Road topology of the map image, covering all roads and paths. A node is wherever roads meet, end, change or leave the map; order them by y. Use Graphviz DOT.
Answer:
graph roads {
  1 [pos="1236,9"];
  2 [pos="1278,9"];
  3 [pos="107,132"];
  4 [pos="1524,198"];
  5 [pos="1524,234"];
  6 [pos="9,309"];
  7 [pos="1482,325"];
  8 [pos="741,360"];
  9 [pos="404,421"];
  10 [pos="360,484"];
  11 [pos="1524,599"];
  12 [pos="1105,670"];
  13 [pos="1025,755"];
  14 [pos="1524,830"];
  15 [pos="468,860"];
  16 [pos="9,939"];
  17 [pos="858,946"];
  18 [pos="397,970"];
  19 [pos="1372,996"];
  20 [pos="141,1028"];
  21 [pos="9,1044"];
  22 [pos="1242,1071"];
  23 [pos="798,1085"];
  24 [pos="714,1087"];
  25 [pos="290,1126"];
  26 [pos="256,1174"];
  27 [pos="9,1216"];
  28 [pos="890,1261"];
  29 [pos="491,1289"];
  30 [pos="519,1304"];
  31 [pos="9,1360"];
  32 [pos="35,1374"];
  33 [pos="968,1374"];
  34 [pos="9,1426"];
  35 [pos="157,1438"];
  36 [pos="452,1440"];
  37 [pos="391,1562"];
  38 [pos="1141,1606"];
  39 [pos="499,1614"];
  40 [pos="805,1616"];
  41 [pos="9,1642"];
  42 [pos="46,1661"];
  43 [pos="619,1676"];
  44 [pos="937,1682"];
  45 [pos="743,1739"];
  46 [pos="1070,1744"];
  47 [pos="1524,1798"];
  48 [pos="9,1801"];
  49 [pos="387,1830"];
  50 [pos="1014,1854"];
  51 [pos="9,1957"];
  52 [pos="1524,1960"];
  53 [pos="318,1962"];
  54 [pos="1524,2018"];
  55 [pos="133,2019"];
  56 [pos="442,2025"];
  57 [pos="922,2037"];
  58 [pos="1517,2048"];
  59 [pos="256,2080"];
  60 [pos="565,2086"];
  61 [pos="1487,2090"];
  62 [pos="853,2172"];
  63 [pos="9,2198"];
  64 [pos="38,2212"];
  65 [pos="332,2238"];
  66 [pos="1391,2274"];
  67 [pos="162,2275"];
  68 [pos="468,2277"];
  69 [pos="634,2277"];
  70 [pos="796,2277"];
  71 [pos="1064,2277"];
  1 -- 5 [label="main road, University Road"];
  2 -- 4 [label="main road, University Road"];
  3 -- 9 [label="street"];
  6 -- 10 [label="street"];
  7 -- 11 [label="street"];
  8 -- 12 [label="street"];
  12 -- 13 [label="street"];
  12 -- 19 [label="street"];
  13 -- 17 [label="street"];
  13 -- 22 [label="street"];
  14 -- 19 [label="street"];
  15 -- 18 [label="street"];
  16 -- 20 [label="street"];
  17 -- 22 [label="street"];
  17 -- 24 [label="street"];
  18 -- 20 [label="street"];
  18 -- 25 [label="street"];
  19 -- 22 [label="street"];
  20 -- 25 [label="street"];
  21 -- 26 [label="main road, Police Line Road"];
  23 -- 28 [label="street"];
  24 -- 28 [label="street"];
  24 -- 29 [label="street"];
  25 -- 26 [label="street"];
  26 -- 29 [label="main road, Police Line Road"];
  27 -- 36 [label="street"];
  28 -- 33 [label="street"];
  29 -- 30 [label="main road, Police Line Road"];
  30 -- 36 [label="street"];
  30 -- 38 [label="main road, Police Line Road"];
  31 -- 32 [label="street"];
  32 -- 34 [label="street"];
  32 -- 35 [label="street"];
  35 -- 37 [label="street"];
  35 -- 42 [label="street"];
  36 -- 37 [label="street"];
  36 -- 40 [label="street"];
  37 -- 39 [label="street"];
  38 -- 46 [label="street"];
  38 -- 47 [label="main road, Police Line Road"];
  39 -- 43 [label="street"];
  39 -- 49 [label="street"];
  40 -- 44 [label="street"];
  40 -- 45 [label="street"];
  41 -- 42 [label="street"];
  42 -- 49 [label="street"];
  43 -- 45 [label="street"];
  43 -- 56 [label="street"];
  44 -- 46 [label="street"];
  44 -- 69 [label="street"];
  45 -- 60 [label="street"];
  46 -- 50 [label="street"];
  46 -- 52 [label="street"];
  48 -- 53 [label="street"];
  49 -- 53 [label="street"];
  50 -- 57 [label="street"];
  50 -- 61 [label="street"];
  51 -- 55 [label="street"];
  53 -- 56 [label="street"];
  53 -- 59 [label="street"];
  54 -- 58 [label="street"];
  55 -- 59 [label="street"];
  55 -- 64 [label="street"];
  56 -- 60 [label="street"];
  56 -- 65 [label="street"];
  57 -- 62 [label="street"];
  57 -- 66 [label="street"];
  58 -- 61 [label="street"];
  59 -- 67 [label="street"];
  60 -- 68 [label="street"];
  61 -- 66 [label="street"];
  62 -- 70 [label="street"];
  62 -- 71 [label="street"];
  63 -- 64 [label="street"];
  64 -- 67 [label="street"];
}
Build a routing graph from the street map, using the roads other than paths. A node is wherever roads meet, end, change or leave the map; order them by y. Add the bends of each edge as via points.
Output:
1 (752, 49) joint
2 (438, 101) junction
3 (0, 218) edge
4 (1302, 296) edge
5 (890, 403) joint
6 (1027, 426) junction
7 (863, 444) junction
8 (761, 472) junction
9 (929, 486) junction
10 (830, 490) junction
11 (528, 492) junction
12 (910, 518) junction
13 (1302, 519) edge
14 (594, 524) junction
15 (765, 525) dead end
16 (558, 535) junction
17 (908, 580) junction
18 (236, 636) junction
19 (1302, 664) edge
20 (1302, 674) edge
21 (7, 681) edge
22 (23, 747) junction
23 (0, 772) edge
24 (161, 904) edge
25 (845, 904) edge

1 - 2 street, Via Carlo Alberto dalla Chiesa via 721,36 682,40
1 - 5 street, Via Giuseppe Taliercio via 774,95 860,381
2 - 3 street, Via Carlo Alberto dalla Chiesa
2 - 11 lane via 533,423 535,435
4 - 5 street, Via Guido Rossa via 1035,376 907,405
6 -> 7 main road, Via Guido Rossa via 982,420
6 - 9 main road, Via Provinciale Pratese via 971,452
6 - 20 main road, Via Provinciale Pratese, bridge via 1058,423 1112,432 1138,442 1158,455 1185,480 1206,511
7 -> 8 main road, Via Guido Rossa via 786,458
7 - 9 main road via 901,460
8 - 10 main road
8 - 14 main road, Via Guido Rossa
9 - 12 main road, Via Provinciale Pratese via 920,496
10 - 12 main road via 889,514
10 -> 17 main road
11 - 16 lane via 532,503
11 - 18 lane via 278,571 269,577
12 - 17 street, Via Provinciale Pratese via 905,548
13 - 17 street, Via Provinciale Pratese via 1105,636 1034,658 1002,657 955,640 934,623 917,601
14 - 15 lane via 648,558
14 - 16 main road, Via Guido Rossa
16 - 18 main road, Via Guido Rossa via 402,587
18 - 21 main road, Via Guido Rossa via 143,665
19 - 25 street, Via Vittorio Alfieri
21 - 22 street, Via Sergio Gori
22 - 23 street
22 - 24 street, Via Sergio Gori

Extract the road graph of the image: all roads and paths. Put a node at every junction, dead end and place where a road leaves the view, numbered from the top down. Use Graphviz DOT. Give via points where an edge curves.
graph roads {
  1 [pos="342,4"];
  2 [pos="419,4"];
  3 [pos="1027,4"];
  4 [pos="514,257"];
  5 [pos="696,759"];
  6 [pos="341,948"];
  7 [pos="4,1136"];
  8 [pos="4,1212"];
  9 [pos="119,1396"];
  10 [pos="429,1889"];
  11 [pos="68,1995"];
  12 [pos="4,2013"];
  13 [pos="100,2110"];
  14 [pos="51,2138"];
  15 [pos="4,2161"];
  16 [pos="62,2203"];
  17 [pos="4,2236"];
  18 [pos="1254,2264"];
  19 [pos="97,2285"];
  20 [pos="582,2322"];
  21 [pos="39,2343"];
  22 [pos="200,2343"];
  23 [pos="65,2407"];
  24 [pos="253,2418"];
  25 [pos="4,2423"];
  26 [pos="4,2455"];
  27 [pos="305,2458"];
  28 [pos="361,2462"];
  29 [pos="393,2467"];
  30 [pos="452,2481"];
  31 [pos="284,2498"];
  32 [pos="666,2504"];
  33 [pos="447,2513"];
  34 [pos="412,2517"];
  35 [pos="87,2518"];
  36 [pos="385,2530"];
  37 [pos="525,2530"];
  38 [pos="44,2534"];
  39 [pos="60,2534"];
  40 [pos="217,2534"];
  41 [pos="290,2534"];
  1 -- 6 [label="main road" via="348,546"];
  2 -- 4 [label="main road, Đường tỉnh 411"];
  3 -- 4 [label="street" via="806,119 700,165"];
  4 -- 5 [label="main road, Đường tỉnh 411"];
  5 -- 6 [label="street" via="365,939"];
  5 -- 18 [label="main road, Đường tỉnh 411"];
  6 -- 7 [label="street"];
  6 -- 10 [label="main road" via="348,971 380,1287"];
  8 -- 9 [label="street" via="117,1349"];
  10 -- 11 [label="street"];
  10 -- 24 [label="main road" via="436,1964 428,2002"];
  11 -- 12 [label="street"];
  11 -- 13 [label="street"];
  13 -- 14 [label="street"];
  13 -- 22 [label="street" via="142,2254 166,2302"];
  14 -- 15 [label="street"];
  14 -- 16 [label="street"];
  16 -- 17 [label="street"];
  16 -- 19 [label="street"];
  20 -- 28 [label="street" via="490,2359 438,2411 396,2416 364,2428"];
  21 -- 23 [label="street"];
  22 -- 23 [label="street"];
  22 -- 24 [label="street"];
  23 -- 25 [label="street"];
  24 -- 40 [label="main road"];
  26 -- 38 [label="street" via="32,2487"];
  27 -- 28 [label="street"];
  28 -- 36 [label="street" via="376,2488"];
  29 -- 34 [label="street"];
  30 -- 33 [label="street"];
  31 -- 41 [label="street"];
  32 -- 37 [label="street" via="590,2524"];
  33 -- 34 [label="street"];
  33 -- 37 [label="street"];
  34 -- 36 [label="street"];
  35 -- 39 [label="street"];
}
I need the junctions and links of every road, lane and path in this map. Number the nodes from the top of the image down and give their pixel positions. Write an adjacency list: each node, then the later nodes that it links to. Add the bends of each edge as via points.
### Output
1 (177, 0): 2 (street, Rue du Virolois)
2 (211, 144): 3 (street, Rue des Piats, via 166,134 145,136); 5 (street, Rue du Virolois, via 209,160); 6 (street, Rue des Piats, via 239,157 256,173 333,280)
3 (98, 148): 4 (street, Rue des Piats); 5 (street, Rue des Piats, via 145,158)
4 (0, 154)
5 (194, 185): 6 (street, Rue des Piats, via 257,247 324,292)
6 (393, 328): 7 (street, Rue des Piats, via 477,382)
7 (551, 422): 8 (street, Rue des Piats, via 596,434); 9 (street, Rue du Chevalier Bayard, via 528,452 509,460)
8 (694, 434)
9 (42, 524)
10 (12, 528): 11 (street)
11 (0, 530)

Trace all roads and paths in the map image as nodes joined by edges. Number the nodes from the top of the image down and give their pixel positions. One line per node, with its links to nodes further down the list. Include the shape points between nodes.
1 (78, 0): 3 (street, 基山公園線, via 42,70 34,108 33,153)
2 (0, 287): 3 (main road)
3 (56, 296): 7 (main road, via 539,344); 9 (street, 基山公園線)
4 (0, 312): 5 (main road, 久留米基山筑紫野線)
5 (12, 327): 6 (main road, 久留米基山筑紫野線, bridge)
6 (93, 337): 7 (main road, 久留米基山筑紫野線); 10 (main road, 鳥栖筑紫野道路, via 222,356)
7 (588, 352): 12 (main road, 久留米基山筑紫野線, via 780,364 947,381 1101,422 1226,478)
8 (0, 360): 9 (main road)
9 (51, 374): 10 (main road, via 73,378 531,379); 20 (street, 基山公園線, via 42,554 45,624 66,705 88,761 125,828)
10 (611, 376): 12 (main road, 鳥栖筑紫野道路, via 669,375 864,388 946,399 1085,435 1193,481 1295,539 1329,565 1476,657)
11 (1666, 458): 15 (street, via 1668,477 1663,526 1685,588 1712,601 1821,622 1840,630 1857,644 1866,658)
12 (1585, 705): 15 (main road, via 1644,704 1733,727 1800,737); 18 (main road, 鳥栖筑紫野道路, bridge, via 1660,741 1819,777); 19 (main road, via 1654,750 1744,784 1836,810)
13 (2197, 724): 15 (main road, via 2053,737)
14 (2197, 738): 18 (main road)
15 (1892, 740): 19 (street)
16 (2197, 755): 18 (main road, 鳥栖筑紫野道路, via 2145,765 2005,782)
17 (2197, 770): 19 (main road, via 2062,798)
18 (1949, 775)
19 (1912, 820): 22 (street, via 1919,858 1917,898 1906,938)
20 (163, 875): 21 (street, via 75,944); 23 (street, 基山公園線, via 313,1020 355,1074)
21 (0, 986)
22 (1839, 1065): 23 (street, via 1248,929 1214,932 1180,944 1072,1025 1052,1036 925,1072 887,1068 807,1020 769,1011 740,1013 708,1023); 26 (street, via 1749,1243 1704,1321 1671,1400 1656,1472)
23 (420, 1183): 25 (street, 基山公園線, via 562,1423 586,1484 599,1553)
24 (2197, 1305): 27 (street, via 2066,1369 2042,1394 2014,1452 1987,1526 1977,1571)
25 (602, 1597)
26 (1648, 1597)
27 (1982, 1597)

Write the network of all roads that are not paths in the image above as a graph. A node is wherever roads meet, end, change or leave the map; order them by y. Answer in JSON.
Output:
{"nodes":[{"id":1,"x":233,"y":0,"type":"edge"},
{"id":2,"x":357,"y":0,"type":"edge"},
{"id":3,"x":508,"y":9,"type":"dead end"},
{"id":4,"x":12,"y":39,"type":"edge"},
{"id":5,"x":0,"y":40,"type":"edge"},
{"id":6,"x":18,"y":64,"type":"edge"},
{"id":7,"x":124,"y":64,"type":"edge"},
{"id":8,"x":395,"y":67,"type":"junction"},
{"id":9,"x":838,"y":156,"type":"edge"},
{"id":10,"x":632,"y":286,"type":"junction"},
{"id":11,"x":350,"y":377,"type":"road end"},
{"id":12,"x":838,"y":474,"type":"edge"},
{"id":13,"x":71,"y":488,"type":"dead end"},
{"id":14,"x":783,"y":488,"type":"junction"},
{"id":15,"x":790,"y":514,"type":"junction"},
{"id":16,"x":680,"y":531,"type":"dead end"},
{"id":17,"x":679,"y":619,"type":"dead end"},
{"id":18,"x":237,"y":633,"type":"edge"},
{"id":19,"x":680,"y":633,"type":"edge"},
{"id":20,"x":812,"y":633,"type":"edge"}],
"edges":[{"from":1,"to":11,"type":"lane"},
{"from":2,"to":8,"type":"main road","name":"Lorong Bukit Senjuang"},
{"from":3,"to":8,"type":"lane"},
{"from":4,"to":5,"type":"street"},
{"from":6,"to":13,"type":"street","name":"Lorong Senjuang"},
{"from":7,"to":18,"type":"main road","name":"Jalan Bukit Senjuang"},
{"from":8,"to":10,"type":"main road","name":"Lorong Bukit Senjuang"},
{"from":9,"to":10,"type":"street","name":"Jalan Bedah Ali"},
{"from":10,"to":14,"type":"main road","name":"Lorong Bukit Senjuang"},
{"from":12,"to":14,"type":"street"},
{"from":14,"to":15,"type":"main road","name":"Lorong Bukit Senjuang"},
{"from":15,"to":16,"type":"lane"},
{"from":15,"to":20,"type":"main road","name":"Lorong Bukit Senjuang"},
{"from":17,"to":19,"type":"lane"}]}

· · · · ·

#### [Work required]
Lines with "Lorong": return each one from the data above.

#### [Answer section]
{"from":2,"to":8,"type":"main road","name":"Lorong Bukit Senjuang"},
{"from":6,"to":13,"type":"street","name":"Lorong Senjuang"},
{"from":8,"to":10,"type":"main road","name":"Lorong Bukit Senjuang"},
{"from":10,"to":14,"type":"main road","name":"Lorong Bukit Senjuang"},
{"from":14,"to":15,"type":"main road","name":"Lorong Bukit Senjuang"},
{"from":15,"to":20,"type":"main road","name":"Lorong Bukit Senjuang"},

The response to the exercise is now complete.